Are we able to agree on the premises above? Is anything asserted that
should not be and is there anything missing?
I've been sitting on my response below for more than a week trying to
understand the issues raised and to give it the proper attention to a
reply. Please excuse my tardiness at replying on this issue since I'm
still having trouble thinking through all the scenarios for nesting.
> > Since the task_is_descendant() function is used in YAMA and in audit,
> > remove the duplication and pull the function into kernel/core/sched.c
> >
> > Signed-off-by: Richard Guy Briggs
> > ---
> > include/linux/sched.h| 3 +++
> > kernel/audit.c | 23 +--
> > kernel/sched/core.c | 33 +
> > security/yama/yama_lsm.c | 33 -
> > 4 files changed, 57 insertions(+), 35 deletions(-)
> >
> > diff --git a/include/linux/sched.h b/include/linux/sched.h
> > index 2213ac670386..06938d0b9e0c 100644
> > --- a/include/linux/sched.h
> > +++ b/include/linux/sched.h
> > @@ -2047,4 +2047,7 @@ static inline void rseq_syscall(struct pt_regs *regs)
> >
> > const struct cpumask *sched_trace_rd_span(struct root_domain *rd);
> >
> > +extern int task_is_descendant(struct task_struct *parent,
> > + struct task_struct *child);
> > +
> > #endif
> > diff --git a/kernel/audit.c b/kernel/audit.c
> > index a862721dfd9b..efa65ec01239 100644
> > --- a/kernel/audit.c
> > +++ b/kernel/audit.c
> > @@ -2713,6 +2713,20 @@ int audit_signal_info(int sig, struct task_struct *t)
> > return audit_signal_info_syscall(t);
> > }
> >
> > +static bool audit_contid_isnesting(struct task_struct *tsk)
> > +{
> > + bool isowner = false;
> > + bool ownerisparent = false;
> > +
> > + rcu_read_lock();
> > + if (tsk->audit && tsk->audit->cont) {
> > + isowner = current == tsk->audit->cont->owner;
> > + ownerisparent = task_is_descendant(tsk->audit->cont->owner,
> > current);
>
> I want to make sure I'm understanding this correctly and I keep
> mentally tripping over something: it seems like for a given audit
> container ID a task is either the owner or a descendent, there is no
> third state, is that correct?
Sure there is.
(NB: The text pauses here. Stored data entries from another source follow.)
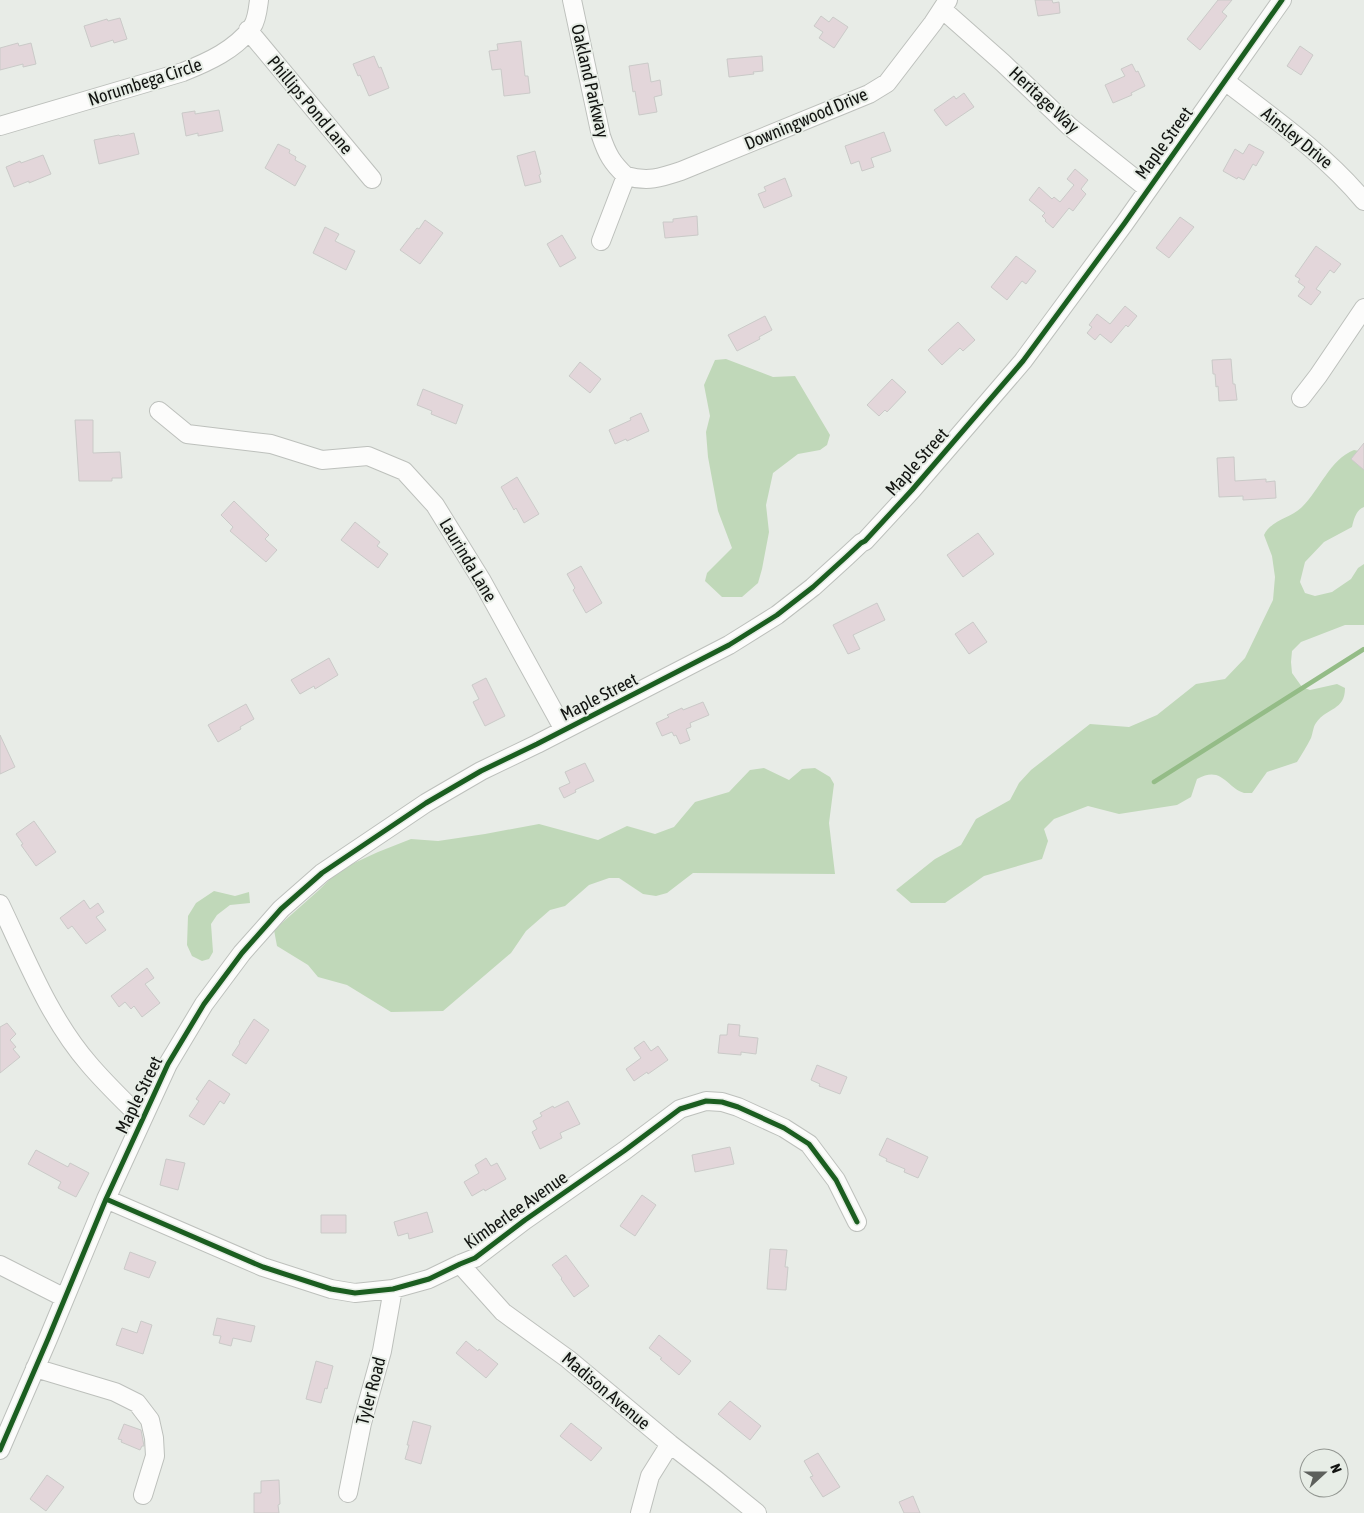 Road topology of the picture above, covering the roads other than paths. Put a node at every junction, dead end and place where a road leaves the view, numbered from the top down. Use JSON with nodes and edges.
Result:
{"nodes":[{"id":1,"x":259,"y":0,"type":"edge"},
{"id":2,"x":572,"y":0,"type":"edge"},
{"id":3,"x":1282,"y":0,"type":"edge"},
{"id":4,"x":945,"y":4,"type":"edge"},
{"id":5,"x":248,"y":30,"type":"junction"},
{"id":6,"x":1225,"y":81,"type":"junction"},
{"id":7,"x":0,"y":126,"type":"edge"},
{"id":8,"x":626,"y":176,"type":"junction"},
{"id":9,"x":372,"y":179,"type":"dead end"},
{"id":10,"x":1148,"y":189,"type":"junction"},
{"id":11,"x":1364,"y":201,"type":"edge"},
{"id":12,"x":601,"y":241,"type":"dead end"},
{"id":13,"x":1364,"y":308,"type":"edge"},
{"id":14,"x":1301,"y":398,"type":"dead end"},
{"id":15,"x":159,"y":411,"type":"dead end"},
{"id":16,"x":564,"y":730,"type":"junction"},
{"id":17,"x":0,"y":904,"type":"edge"},
{"id":18,"x":142,"y":1119,"type":"junction"},
{"id":19,"x":106,"y":1199,"type":"junction"},
{"id":20,"x":857,"y":1222,"type":"dead end"},
{"id":21,"x":460,"y":1264,"type":"junction"},
{"id":22,"x":0,"y":1266,"type":"edge"},
{"id":23,"x":393,"y":1289,"type":"junction"},
{"id":24,"x":65,"y":1298,"type":"junction"},
{"id":25,"x":36,"y":1368,"type":"junction"},
{"id":26,"x":670,"y":1444,"type":"junction"},
{"id":27,"x":0,"y":1450,"type":"edge"},
{"id":28,"x":348,"y":1493,"type":"dead end"},
{"id":29,"x":144,"y":1495,"type":"dead end"},
{"id":30,"x":640,"y":1513,"type":"edge"},
{"id":31,"x":757,"y":1513,"type":"edge"}],
"edges":[{"from":1,"to":5,"type":"street","name":"Norumbega Circle"},
{"from":2,"to":8,"type":"street","name":"Oakland Parkway"},
{"from":3,"to":6,"type":"street","name":"Maple Street"},
{"from":4,"to":8,"type":"street","name":"Downingwood Drive"},
{"from":4,"to":10,"type":"street","name":"Heritage Way"},
{"from":5,"to":7,"type":"street","name":"Norumbega Circle"},
{"from":5,"to":9,"type":"street","name":"Phillips Pond Lane"},
{"from":6,"to":10,"type":"street","name":"Maple Street"},
{"from":6,"to":11,"type":"street","name":"Ainsley Drive"},
{"from":8,"to":12,"type":"street"},
{"from":10,"to":16,"type":"street","name":"Maple Street"},
{"from":13,"to":14,"type":"street"},
{"from":15,"to":16,"type":"street","name":"Laurinda Lane"},
{"from":16,"to":18,"type":"street","name":"Maple Street"},
{"from":17,"to":18,"type":"street"},
{"from":18,"to":19,"type":"street","name":"Maple Street"},
{"from":19,"to":23,"type":"street","name":"Kimberlee Avenue"},
{"from":19,"to":24,"type":"street","name":"Maple Street"},
{"from":20,"to":21,"type":"street","name":"Kimberlee Avenue"},
{"from":21,"to":23,"type":"street","name":"Kimberlee Avenue"},
{"from":21,"to":26,"type":"street","name":"Madison Avenue"},
{"from":22,"to":24,"type":"street"},
{"from":23,"to":28,"type":"street","name":"Tyler Road"},
{"from":24,"to":25,"type":"street","name":"Maple Street"},
{"from":25,"to":27,"type":"street","name":"Maple Street"},
{"from":25,"to":29,"type":"street"},
{"from":26,"to":30,"type":"street"},
{"from":26,"to":31,"type":"street","name":"Madison Avenue"}]} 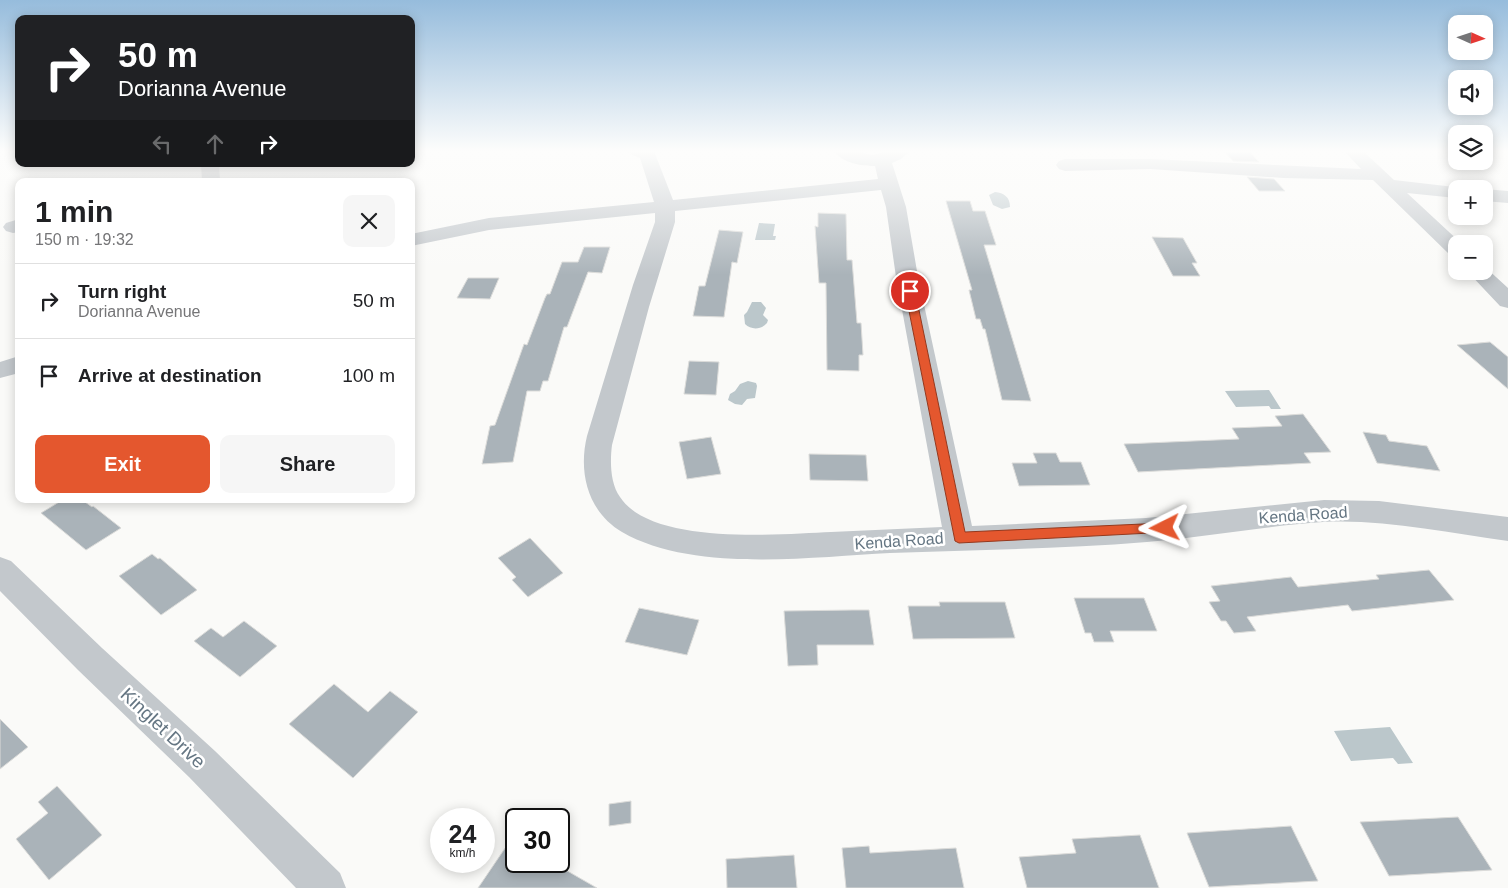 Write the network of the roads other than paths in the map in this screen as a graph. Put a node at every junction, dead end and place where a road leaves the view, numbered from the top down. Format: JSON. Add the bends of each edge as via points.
{"nodes":[{"id":1,"x":661,"y":192,"type":"edge"},
{"id":2,"x":802,"y":192,"type":"edge"},
{"id":3,"x":890,"y":192,"type":"edge"},
{"id":4,"x":1398,"y":192,"type":"edge"},
{"id":5,"x":1493,"y":196,"type":"edge"},
{"id":6,"x":1508,"y":197,"type":"edge"},
{"id":7,"x":665,"y":205,"type":"junction"},
{"id":8,"x":415,"y":239,"type":"edge"},
{"id":9,"x":1448,"y":242,"type":"edge"},
{"id":10,"x":1487,"y":280,"type":"edge"},
{"id":11,"x":1508,"y":301,"type":"edge"},
{"id":12,"x":15,"y":365,"type":"edge"},
{"id":13,"x":0,"y":370,"type":"edge"},
{"id":14,"x":1508,"y":529,"type":"edge"},
{"id":15,"x":959,"y":538,"type":"junction"},
{"id":16,"x":0,"y":570,"type":"edge"},
{"id":17,"x":324,"y":888,"type":"edge"}],
"edges":[{"from":1,"to":7,"type":"street"},
{"from":2,"to":7,"type":"street"},
{"from":3,"to":15,"type":"street"},
{"from":4,"to":9,"type":"street"},
{"from":5,"to":6,"type":"street"},
{"from":7,"to":8,"type":"street","via":[[489,224]]},
{"from":7,"to":15,"type":"street","name":"Kenda Road","via":[[665,222],[599,439],[597,463],[603,493],[610,506],[624,518],[659,534],[714,546],[779,547]]},
{"from":10,"to":11,"type":"street"},
{"from":12,"to":13,"type":"street"},
{"from":14,"to":15,"type":"street","name":"Kenda Road","via":[[1379,512],[1324,511],[1184,527]]},
{"from":16,"to":17,"type":"street","name":"Kinglet Drive","via":[[202,764]]}]} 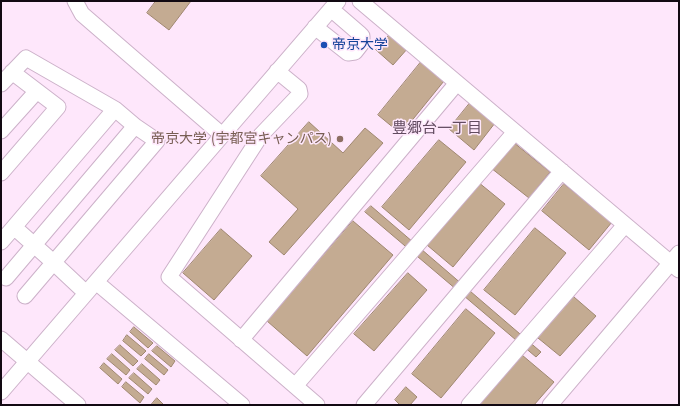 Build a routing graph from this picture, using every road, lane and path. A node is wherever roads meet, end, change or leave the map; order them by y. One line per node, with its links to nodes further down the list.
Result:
1 (75, 1): 14 (street)
2 (360, 1): 7 (street)
3 (334, 5): 4 (street); 4 (street)
4 (315, 27): 5 (street)
5 (277, 71): 14 (street); 27 (street)
6 (12, 72): 8 (street); 9 (street); 10 (street)
7 (457, 83): 13 (street); 27 (street)
8 (1, 84)
9 (37, 91): 12 (street); 16 (street)
10 (115, 108): 11 (street); 18 (street)
11 (135, 126): 20 (street); 22 (street)
12 (1, 131)
13 (514, 132): 15 (street); 30 (street)
14 (222, 136): 24 (street)
15 (562, 171): 17 (street); 36 (street)
16 (1, 173)
17 (625, 225): 21 (street); 37 (street)
18 (14, 226): 19 (street); 20 (street)
19 (1, 242)
20 (35, 245): 22 (street); 23 (street)
21 (676, 262): 38 (street)
22 (54, 263): 24 (street); 25 (street)
23 (6, 278)
24 (91, 287): 29 (street); 34 (street)
25 (26, 296)
26 (1, 339): 29 (street)
27 (241, 340): 30 (street)
28 (1, 353): 29 (street)
29 (24, 365): 31 (street); 32 (street); 33 (street)
30 (295, 386): 35 (street)
31 (1, 392)
32 (64, 405)
33 (78, 405)
34 (242, 405)
35 (317, 405)
36 (364, 405)
37 (469, 405)
38 (550, 405) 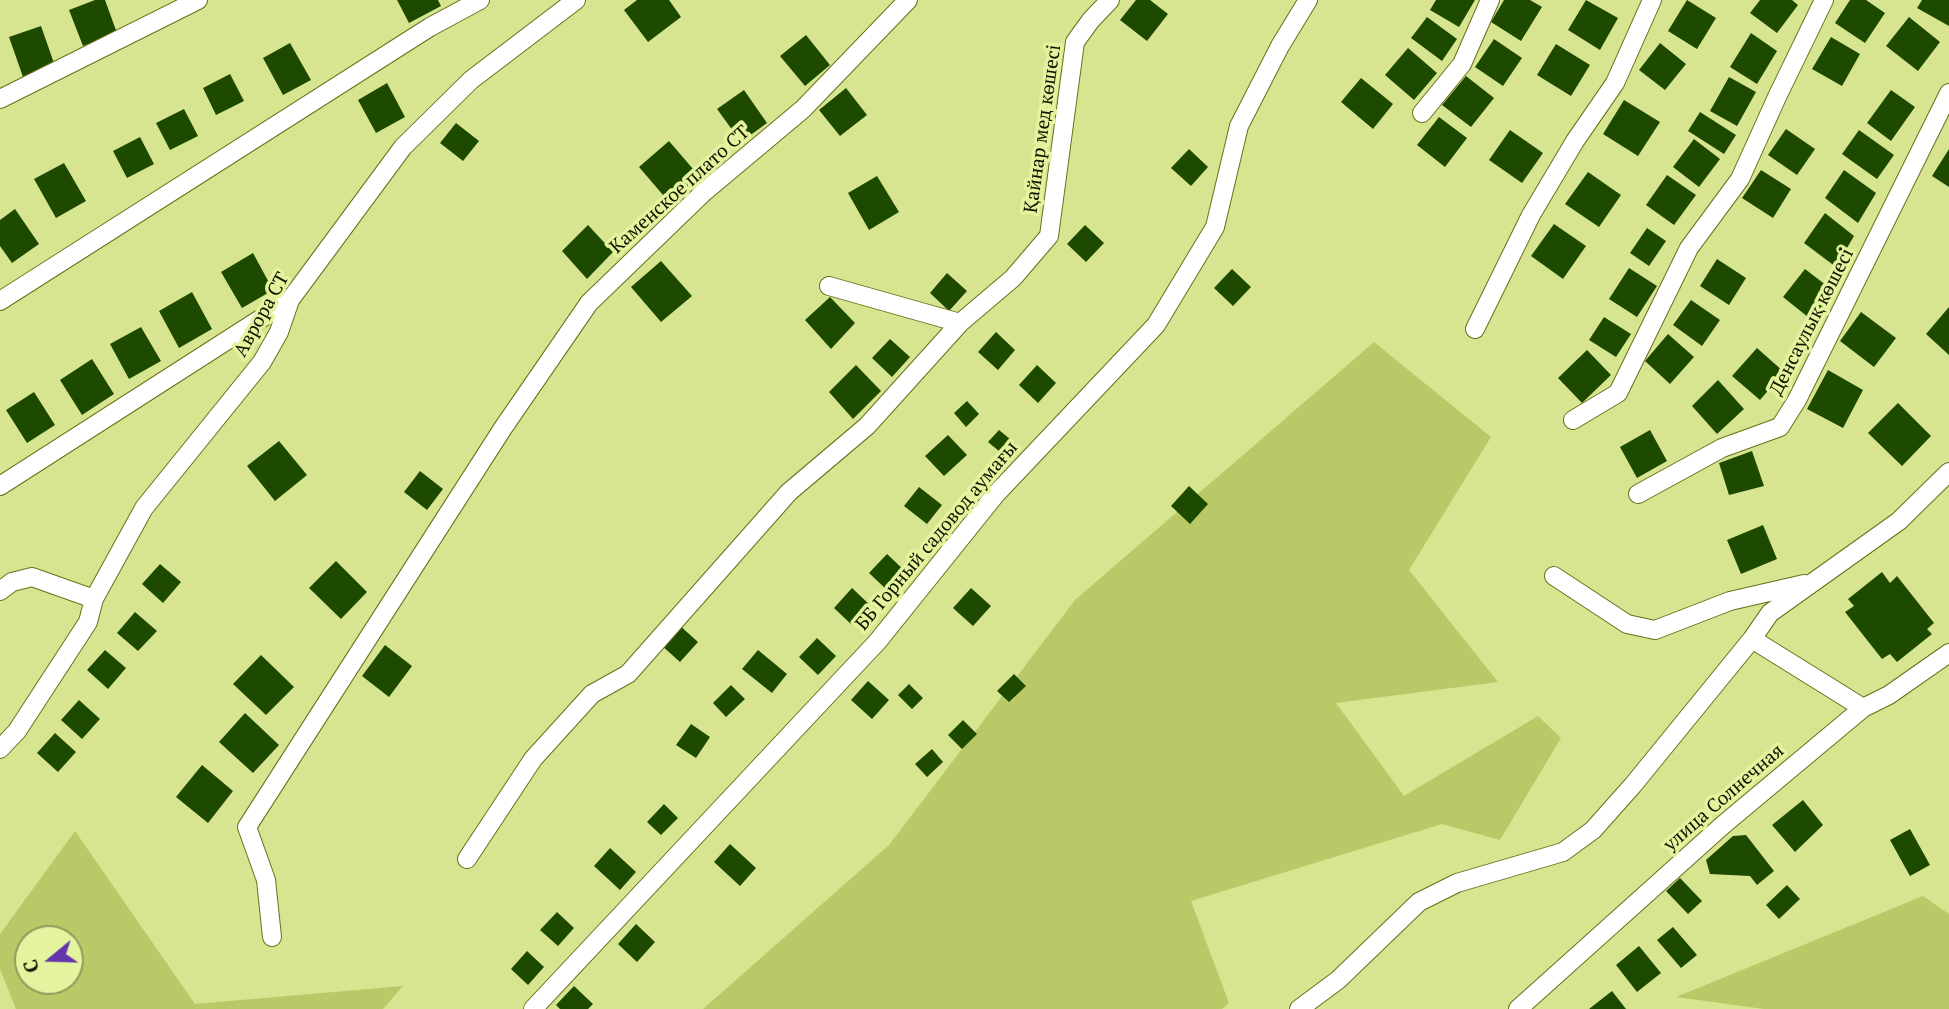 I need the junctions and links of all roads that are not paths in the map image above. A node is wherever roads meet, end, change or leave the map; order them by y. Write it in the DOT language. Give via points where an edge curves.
graph roads {
  1 [pos="198,0"];
  2 [pos="480,0"];
  3 [pos="576,0"];
  4 [pos="908,0"];
  5 [pos="1110,0"];
  6 [pos="1308,0"];
  7 [pos="1490,0"];
  8 [pos="1652,0"];
  9 [pos="1824,0"];
  10 [pos="1949,93"];
  11 [pos="0,99"];
  12 [pos="1422,113"];
  13 [pos="829,286"];
  14 [pos="290,300"];
  15 [pos="0,301"];
  16 [pos="960,323"];
  17 [pos="1475,329"];
  18 [pos="1573,420"];
  19 [pos="1949,472"];
  20 [pos="0,486"];
  21 [pos="1638,494"];
  22 [pos="1554,576"];
  23 [pos="1814,582"];
  24 [pos="0,591"];
  25 [pos="94,599"];
  26 [pos="1752,639"];
  27 [pos="1949,653"];
  28 [pos="1863,708"];
  29 [pos="0,749"];
  30 [pos="467,859"];
  31 [pos="272,937"];
  32 [pos="533,1009"];
  33 [pos="1299,1009"];
  34 [pos="1518,1009"];
  1 -- 11 [label="street"];
  2 -- 15 [label="street" via="430,27"];
  3 -- 14 [label="street, Аврора СТ" via="471,80 403,147"];
  4 -- 31 [label="street, Каменское плато СТ" via="803,109 704,192 589,303 502,428 247,827 266,880"];
  5 -- 16 [label="street, Қайнар мед көшесі" via="1075,42 1049,236 1013,278"];
  6 -- 32 [label="street, ББ Горный садовод аумағы" via="1239,126 1215,227 1156,325 996,494 878,641"];
  7 -- 12 [label="street" via="1462,64"];
  8 -- 17 [label="street" via="1615,83 1531,215"];
  9 -- 18 [label="street" via="1740,178 1689,248 1618,393"];
  10 -- 21 [label="street, Денсаулық көшесі" via="1780,427 1722,448"];
  13 -- 16 [label="street"];
  14 -- 20 [label="street"];
  14 -- 25 [label="street, Аврора СТ" via="262,362 144,508"];
  16 -- 30 [label="street, Қайнар мед көшесі" via="867,426 789,492 628,674 592,694 533,760"];
  19 -- 23 [label="street" via="1899,521"];
  22 -- 23 [label="street" via="1627,624 1655,630 1730,601"];
  23 -- 26 [label="street" via="1770,613"];
  24 -- 25 [label="street" via="32,577"];
  25 -- 29 [label="street, Аврора СТ" via="88,622 17,731"];
  26 -- 28 [label="street"];
  26 -- 33 [label="street" via="1593,830 1563,852 1457,883 1419,902 1338,980"];
  27 -- 28 [label="street, улица Солнечная"];
  28 -- 34 [label="street, улица Солнечная" via="1723,825"];
}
It could be another owner (which is addressed when we
search for an existing contobj match), or in the next patch, the
owner's parent if nested or a peer.
> Assuming that is true, can the descendent check simply be a negative
> owner check given they both have the same audit container ID?
There isn't actually a check in my code for the orchestrator contid and
task contid being the same. Maybe I was making this check more
complicated than necessary, and still incomplete, but see below for more...
> > + }
> > + rcu_read_unlock();
> > + return !isowner && ownerisparent;
> > +}
> > +
> > /*
> > * audit_set_contid - set current task's audit contid
> > * @task: target task
> > @@ -2755,8 +2769,13 @@ int audit_set_contid(struct task_struct *task, u64
> > contid)
> > rc = -EBUSY;
> > goto unlock;
> > }
> > - /* if contid is already set, deny */
> > - if (audit_contid_set(task))
> > + /* if task is not descendant, block */
> > + if (task == current || !task_is_descendant(current, task)) {
>
> I'm also still fuzzy on why we can't let a task set it's own audit
> container ID, assuming it meets all the criteria established in patch
> 2/13. It somewhat made sense when you were tracking inherited vs
> explicitly set audit container IDs, but that doesn't appear to be the
> case so far in this patchset, yes?
I'm still having a strong reluctance to permit this but can't come up
with a solid technical reason right now, but it feels like a layer
violation. If we forbid it and discover it necessary and harmless, then
permitting it won't break the API. If we permit it and later discover a
reason it causes a problem, then blocking it will break the API. I have
heard that there are cases where there is no orchestrator/engine, so in
those cases I conclude that a process would need to set its own contid
but I'm having trouble recalling what those circumstances are.
I also was seriously considering blocking any contid set on the initial
user or PID namespaces to avoid polluting them, and even had a tested
patch to implement it, but this starts